Transport in microcrystalline silicon thin films deposited at low temperature by hot-wire chemical vapor deposition

This work is focused on the determination of the variation of local mobility of charge carriers with thickness (< 1 μm) for undoped microcrystalline silicon layers deposited by the hot-wire chemical vapor deposition technique. We observed that the temperature of the layers Ts evolves with the deposition time, once the tungsten filament has been heated from room temperature to a fixed definite value. Thus, experiments have been realized by fixing the gas pressure (41 mTorr), the dilution of silane in hydrogen (50%), by setting the filament temperature (1600 °C) and letting the time run. An average substrate temperature Ts,av has been defined, whose value depends on deposition time. As a result, the local mobility deduced from time-resolved microwave conductivity increases almost linearly with Ts,av up to 193 °C, i.e. with thickness up to 400 nm corresponding approximately to the amorphous–microcrystalline transition and then increases sublinearly up to Ts,av = 221 °C, i.e. a 900-nm-thick layer.
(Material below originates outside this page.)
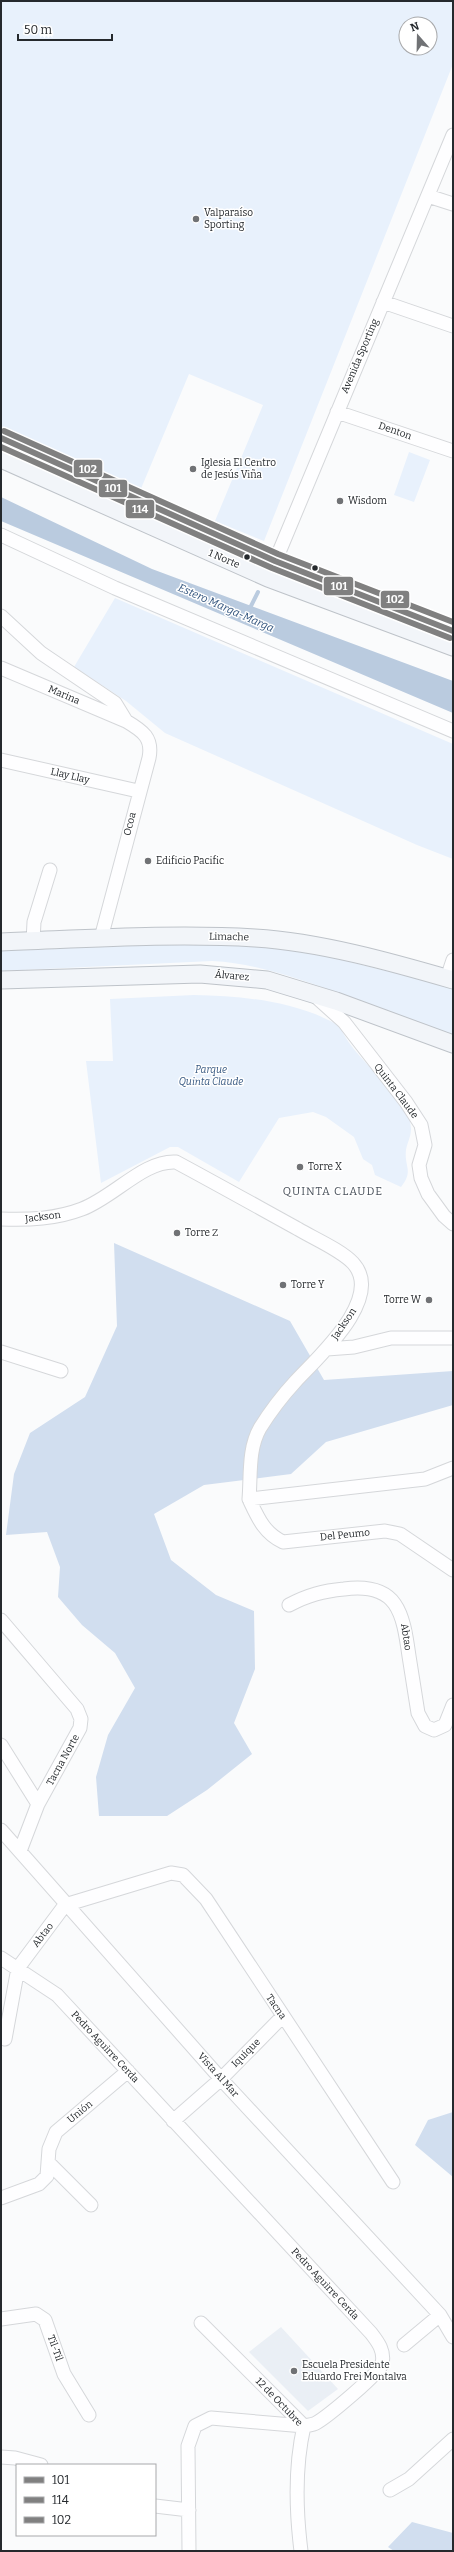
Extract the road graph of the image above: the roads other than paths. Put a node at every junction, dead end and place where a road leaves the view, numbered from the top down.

These results, compatible with the highest AM1.5 efficiency (> 9%) reported so far for p–i–n μc-Si:H solar cells realized at Ts = 185 °C [S. Klein, F. Finger, R. Carius, T. Dylla, B. Rech, M. Grimm, L. Houben, M. Stutzmann, Thin Solid Films 430 (2003) 202], suggest that in the range of Ts,av from 190 °C to 220 °C, hydrogen plays a dominant role in the HWCVD growth of μc-Si:H films.